What I want to know is why she isn't knocking down stories about
Obama's relationship with communists, Marxists, socialists, terrorists,
convicted swindlers, and don't forget the racist Reverends -- Wright, Pfleger, Meeks and Moss.
Could it be that those long-term relationships are just too easy to
document?
Danielle S. Allen is Dean of Humanities and a
Professor of Classical Languages and Literature at the University of
Chicago (where Obama taught) and the UPS Foundation Professor in the
School of Social Science at the Institute for Advanced Study (IAS), at
Princeton.
She is a past member of the Obama Campaign, resigning the day before she
began this investigation. She is a maximum
contributor to the Obama
Campaign ($2,750) and is probably violating federal law by using
tax-exempt facilities and her grant money to do opposition research for the Obama
Campaign?
She is hardly an
independent investigator, but more likely a friend of Obama from
Chicago -- I wonder where she goes to church?
The Washington Post is silent on these
critical details.
But it is kinda cool that this website is now one of "the most vexing
problems in the universe."
And Matthew Mosk, whose byline the article appears under, is the reporter who
wrote about FreeRepublic.com's (FR) "involvement" with a "smear
campaign" against Maryland's notorious governor, Martin O'Malley. Mosk got himself caught up in the story,
known as the nefarious
MD4Bush scandal,
so much so that he is rumored
to have had an FR screen name at one point.
What is known for sure is that somebody at the Washington Post was
participating in the O'Malley threads; and then, lo and behold, the
Washington Post's Matthew Mosk writes an "expose" about
FreeRepublic.com!
So, one has to wonder about this new attempt by the Washington Post's Matthew Mosk and
this think tank woman to smear FreeRepublic.com and the rest of us --
all conservative, and all in opposition to the Obama candidacy.
How did Danielle Allen find Matthew Mosk to write this piece? Or
did Matthew Mosk feed the FR threads to Allen, and then "discover" her
investigation?
Read the National ReviewOnline's
take on the Washington Post's
attack on me and The Obama File.
At least the Washington Post could have put a link to my website
somewhere in this article so their readers could judge "The Obama File"
for themselves.
Update -- Reader, Stanley V. makes several interesting observations:
Dr.

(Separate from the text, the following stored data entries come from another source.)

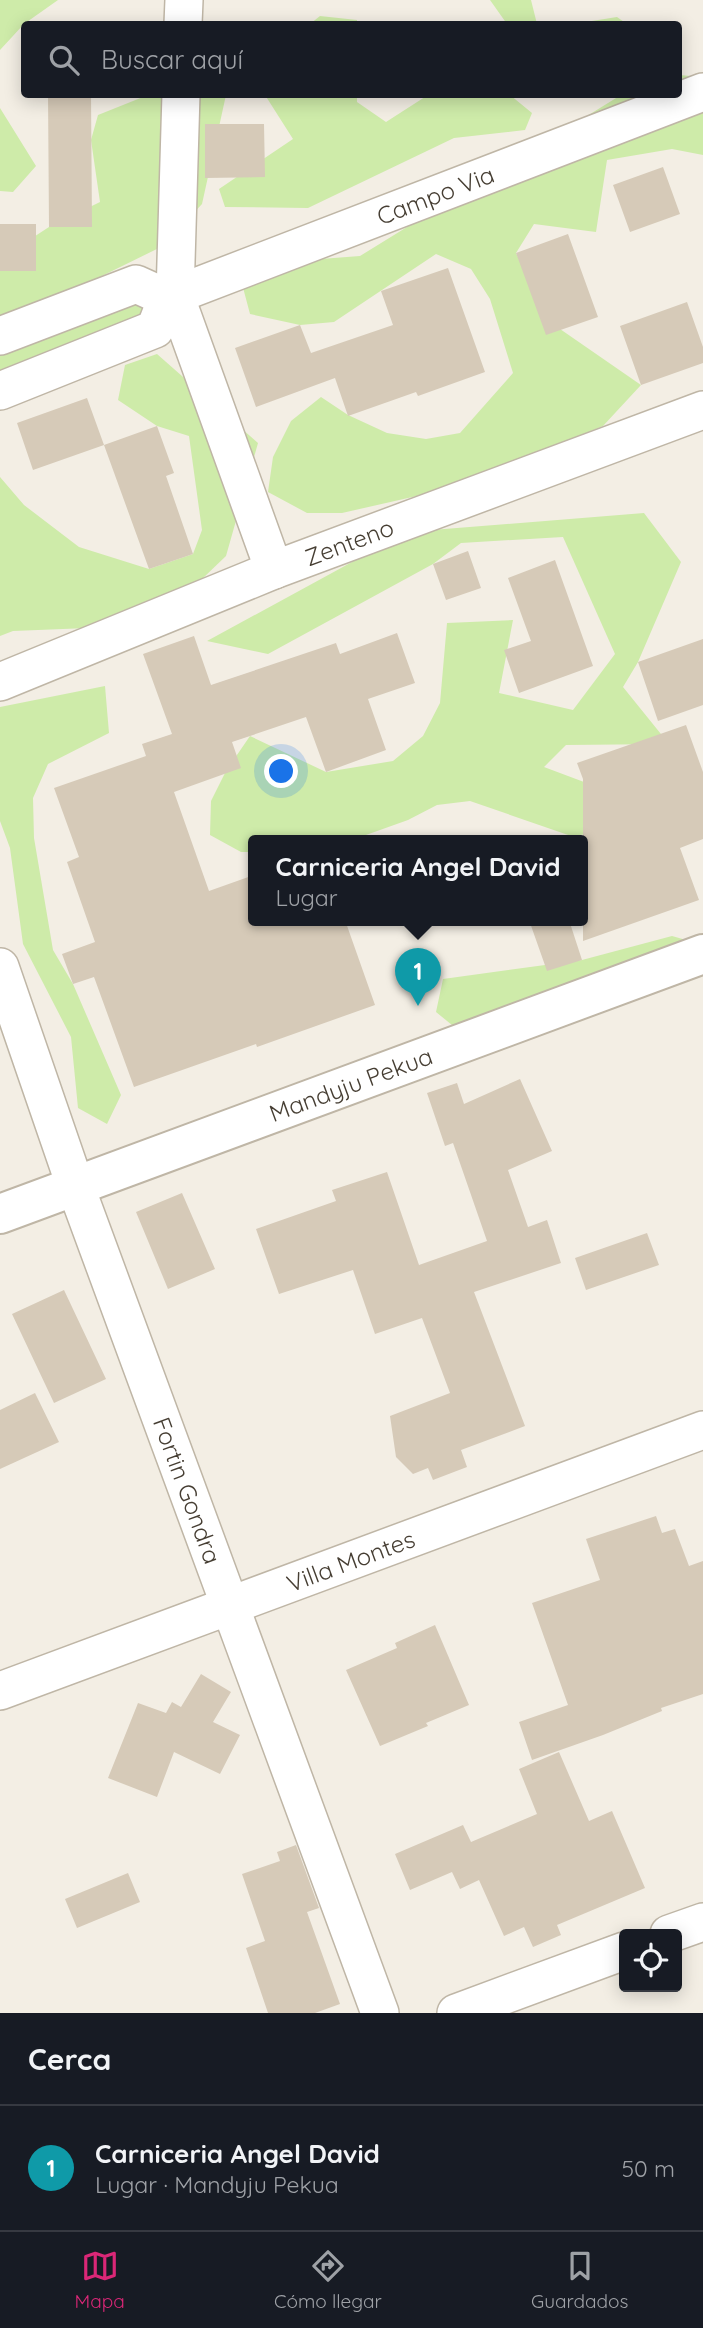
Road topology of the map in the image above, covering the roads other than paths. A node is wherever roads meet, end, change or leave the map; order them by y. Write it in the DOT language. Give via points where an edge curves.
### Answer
graph roads {
  1 [pos="184,0"];
  2 [pos="183,21"];
  3 [pos="703,92"];
  4 [pos="181,98"];
  5 [pos="171,296"];
  6 [pos="0,336"];
  7 [pos="0,391"];
  8 [pos="703,410"];
  9 [pos="274,570"];
  10 [pos="0,682"];
  11 [pos="703,954"];
  12 [pos="0,967"];
  13 [pos="75,1185"];
  14 [pos="0,1214"];
  15 [pos="703,1430"];
  16 [pos="230,1605"];
  17 [pos="0,1691"];
  18 [pos="703,1922"];
  19 [pos="682,1929"];
  20 [pos="619,1953"];
  21 [pos="380,2013"];
  22 [pos="456,2013"];
  1 -- 2 [label="street"];
  3 -- 5 [label="street, Campo Via"];
  4 -- 5 [label="street"];
  5 -- 6 [label="street" via="136,284"];
  5 -- 7 [label="street" via="155,330"];
  5 -- 9 [label="street"];
  8 -- 9 [label="street, Zenteno"];
  9 -- 10 [label="street, Zenteno"];
  11 -- 13 [label="street, Mandyju Pekua"];
  12 -- 13 [label="street, Fortin Gondra"];
  13 -- 14 [label="street, Mandyju Pekua"];
  13 -- 16 [label="street, Fortin Gondra"];
  15 -- 16 [label="street, Villa Montes"];
  16 -- 17 [label="street, Villa Montes"];
  16 -- 21 [label="street, Fortin Gondra"];
  18 -- 19 [label="street"];
  20 -- 22 [label="street"];
}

Allen seemed impressed with the level of technical proficiency
required to launch an electronic smear campaign. Do these emails
exist or is this just an excuse to try and discount the information
content of your site. For someone advertised as having, "the
classicist's careful attention to texts and language with the political
theorist's sophisticated and informed engagement" her article sadly
seemed to talk a lot about nothing. What did these emails say?
That he was a Muslim? He was educated to be Muslim, was that point
lost on Dr. Allen?
Perhaps, Dr Allen would like to discount all sources of information, web
or email based, as suspect, if they are negative towards Obama, since
there are obviously sophisticated internet conspirators that are
following a schooling fish model acting to confuse and mislead the
easily manipulated American voter. From the IAS towers we may be
too stupid to be allowed to make up our own minds based on the
information from both sides.
It’s interesting that she was put up as the author of this article after
the fact it needed the IAS logo, otherwise it would have no credibility.
I can understand that a candidate would want a fair chance to offer a
rebuttal to an email that has false content, but as the reader I didn’t
see any rebuttal. I was left with the underlying message to
disregard any negative information about the candidate, and the subtle
reminder that I’m too ignorant to be able to spot a false and fabricated
email if there ever was one. How do I know if the email if
fabricated if the Washington Post won’t publish it along with the
article that references it? If it’s fabricated why not reference
the claims and demonstrate why they are false. This comes back to
the audience is felt to be too limited to follow logic.